The new station was a joint station for both the Witney Railway and East Gloucestershire Railway until the pair were taken over by the Great Western Railway in 1890. It was provided with two platforms, a booking office and a waiting room; a small signal box was situated on the Up side. Unlike the timber structure at Witney's first station, the main station building was built of Cotswold stone. Adjacent to the station building was a gentlemen's toilet and the signal box, and beyond a characteristic corrugated iron pagoda shed. Between the signal box and the station building there was also a small wooden office for the stationmaster but this was hidden by the bushes and shrubs of the station gardens. The only structure on the Down platform was a basic wooden shelter. As Witney was the principal intermediate station on the line, water columns were provided on both platforms. Beyond the bridge carrying Station Road over the line, which was at the western end of the station, was a loading dock. In the third week of January 1940, King George VI arrived at the station on the Royal Train to inspect troops stationed in the Witney area.

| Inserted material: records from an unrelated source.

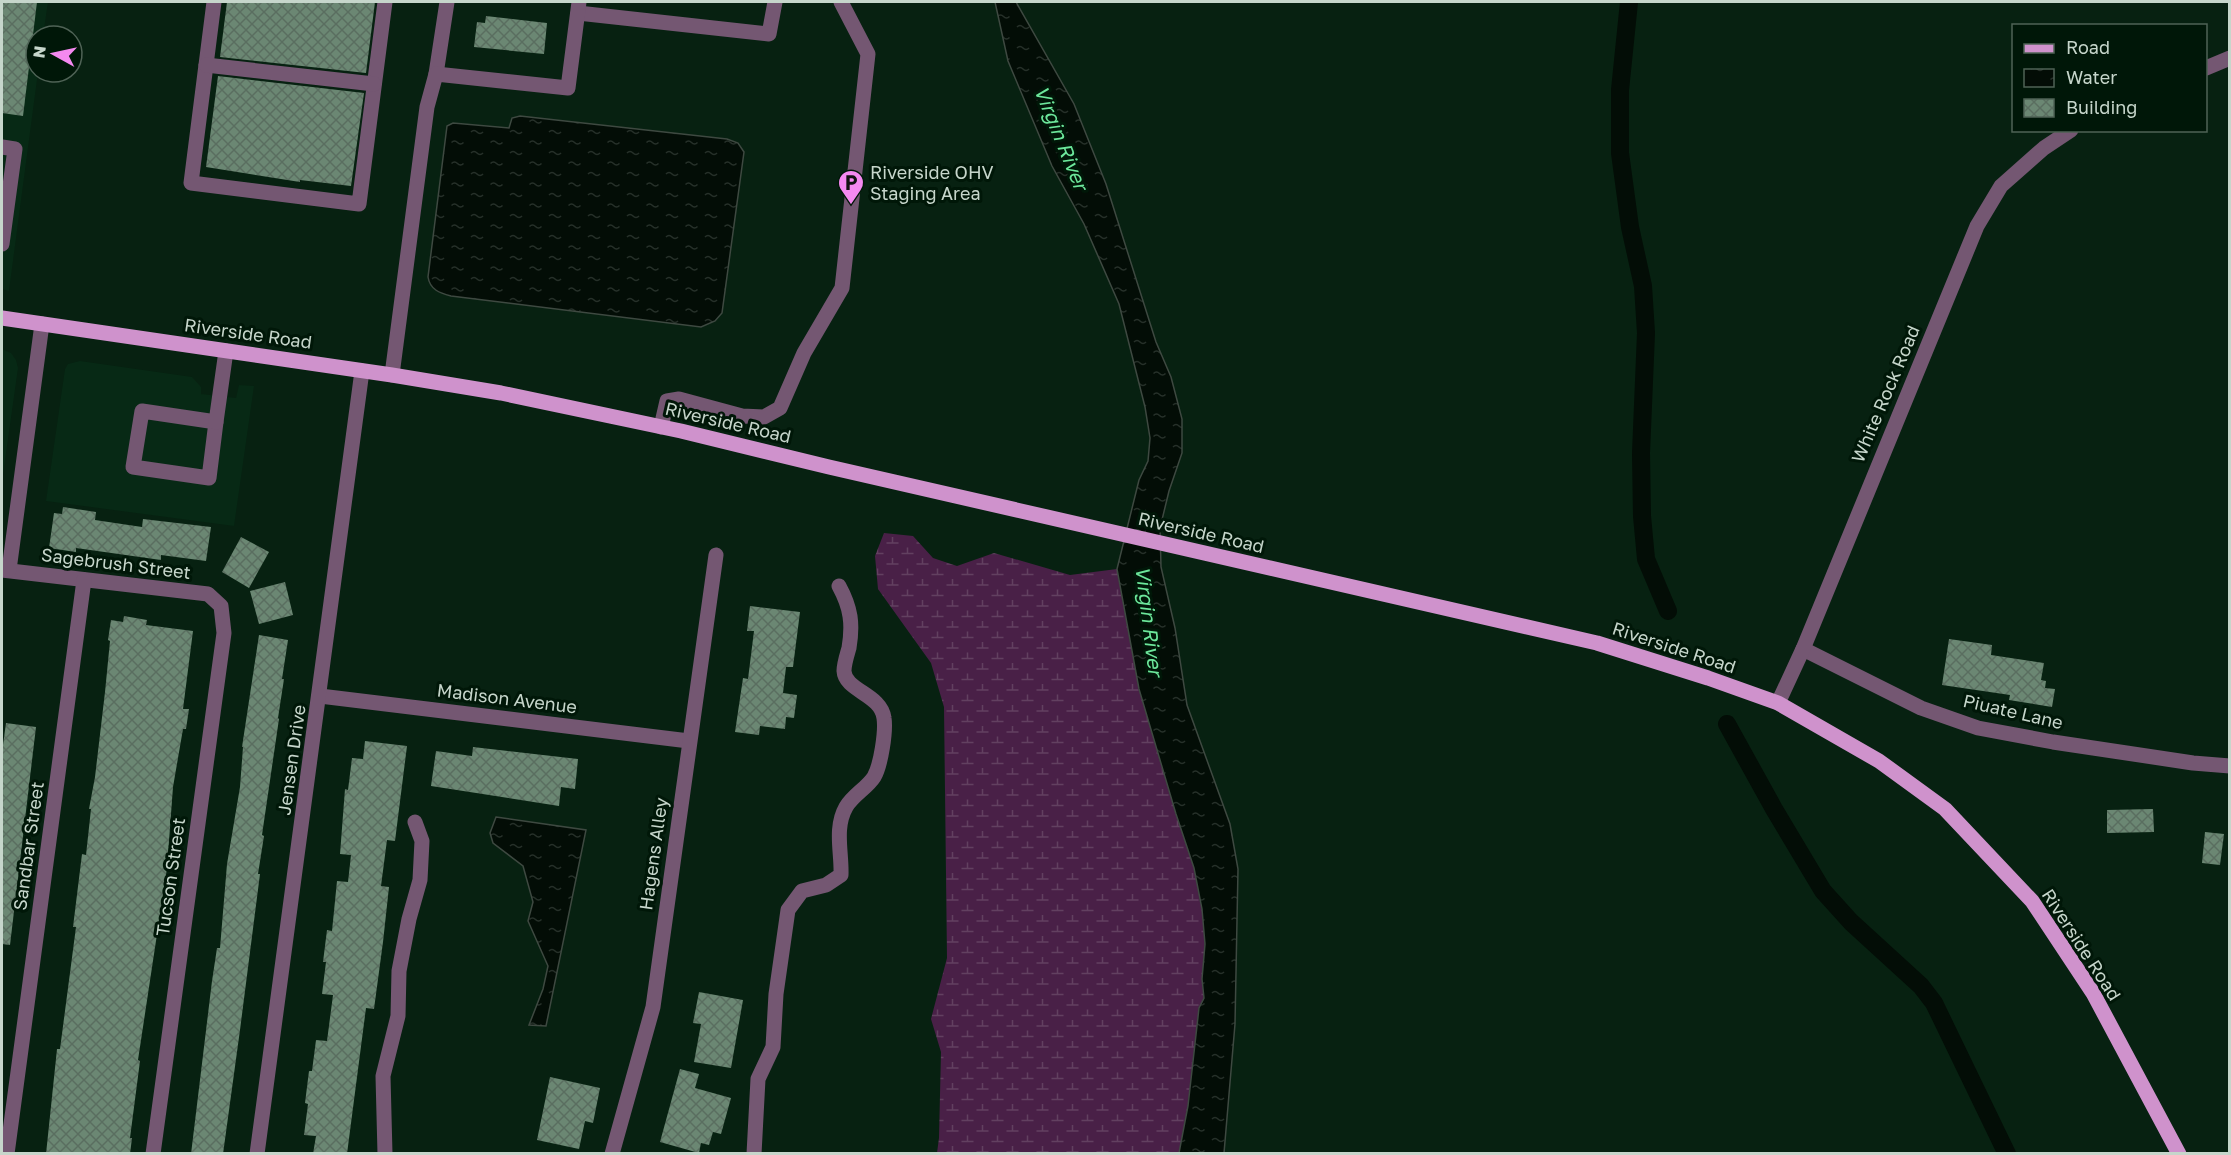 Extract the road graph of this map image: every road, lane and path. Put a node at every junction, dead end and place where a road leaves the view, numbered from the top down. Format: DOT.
graph roads {
  1 [pos="214,2"];
  2 [pos="385,2"];
  3 [pos="447,2"];
  4 [pos="775,2"];
  5 [pos="841,2"];
  6 [pos="579,8"];
  7 [pos="2229,58"];
  8 [pos="206,65"];
  9 [pos="2207,67"];
  10 [pos="436,74"];
  11 [pos="374,84"];
  12 [pos="2068,132"];
  13 [pos="2,147"];
  14 [pos="2,244"];
  15 [pos="2,318"];
  16 [pos="42,324"];
  17 [pos="226,351"];
  18 [pos="362,371"];
  19 [pos="392,375"];
  20 [pos="216,422"];
  21 [pos="661,427"];
  22 [pos="716,555"];
  23 [pos="5,570"];
  24 [pos="84,580"];
  25 [pos="839,586"];
  26 [pos="221,606"];
  27 [pos="1803,649"];
  28 [pos="320,696"];
  29 [pos="1778,703"];
  30 [pos="688,741"];
  31 [pos="2229,766"];
  32 [pos="415,822"];
  33 [pos="7,1154"];
  34 [pos="153,1154"];
  35 [pos="257,1154"];
  36 [pos="385,1154"];
  37 [pos="612,1154"];
  38 [pos="754,1154"];
  39 [pos="2179,1154"];
  1 -- 8 [label="street"];
  2 -- 11 [label="street"];
  3 -- 10 [label="street"];
  4 -- 6 [label="street"];
  5 -- 21 [label="street"];
  6 -- 10 [label="street"];
  7 -- 9 [label="street"];
  8 -- 11 [label="street"];
  8 -- 11 [label="street"];
  10 -- 19 [label="street"];
  12 -- 27 [label="street, White Rock Road"];
  13 -- 14 [label="street"];
  15 -- 16 [label="main road, Riverside Road"];
  16 -- 17 [label="main road, Riverside Road"];
  16 -- 23 [label="street"];
  17 -- 18 [label="main road, Riverside Road"];
  17 -- 20 [label="street"];
  18 -- 19 [label="main road, Riverside Road"];
  18 -- 28 [label="street, Jensen Drive"];
  19 -- 21 [label="main road, Riverside Road"];
  20 -- 20 [label="street"];
  21 -- 29 [label="main road, Riverside Road"];
  22 -- 30 [label="street, Hagens Alley"];
  23 -- 24 [label="street, Sagebrush Street"];
  24 -- 26 [label="street, Sagebrush Street"];
  24 -- 33 [label="street, Sandbar Street"];
  25 -- 38 [label="street"];
  26 -- 34 [label="street, Tucson Street"];
  27 -- 29 [label="street, White Rock Road"];
  27 -- 31 [label="street, Piuate Lane"];
  28 -- 30 [label="street, Madison Avenue"];
  28 -- 35 [label="street, Jensen Drive"];
  29 -- 39 [label="main road, Riverside Road"];
  30 -- 37 [label="street, Hagens Alley"];
  32 -- 36 [label="street"];
}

In 1957, it handled 44,000 tons of goods and 66,000 parcels which helped maintain the line in operation during the years prior to its closure. However, only 7,000 passengers were booked during the same period. In the early 1960s, with the gradual transfer of traffic to road and the decline of key industries which had used the railway, the line was unable to justify its existence on the basis of passenger receipts alone. On 18 June 1962, the East Gloucestershire Railway was closed throughout and Witney station closed to passengers. The track on the former East Gloucestershire line was lifted to a point to the east of the Emma's Dyke bridge, which provided an adequate headshunt for the nearby loading dock.

Full closure of the station followed in c. 1965 together with the redundancy of 13 railway workers. The track through the station was lifted in Winter 1968 and the station building was demolished in January 1969. The first Witney station closed to goods on 2 November 1970, the same day on which the line was closed throughout.

| Preceding station | Disused railways |  |  | Following station |
|---|---|---|---|---|
| Brize Norton and Bampton Line and station closed |  | Great Western Railway East Gloucestershire Railway |  | South Leigh Line and station closed |

==Present day and future==
After remaining derelict for over a decade, the site was redeveloped as an industrial estate.

The station has been proposed for reopening, mainly on a site to the south of the town with a potential park and ride scheme, as part of a wider project to restore the railway to Carterton via Witney and Eynsham.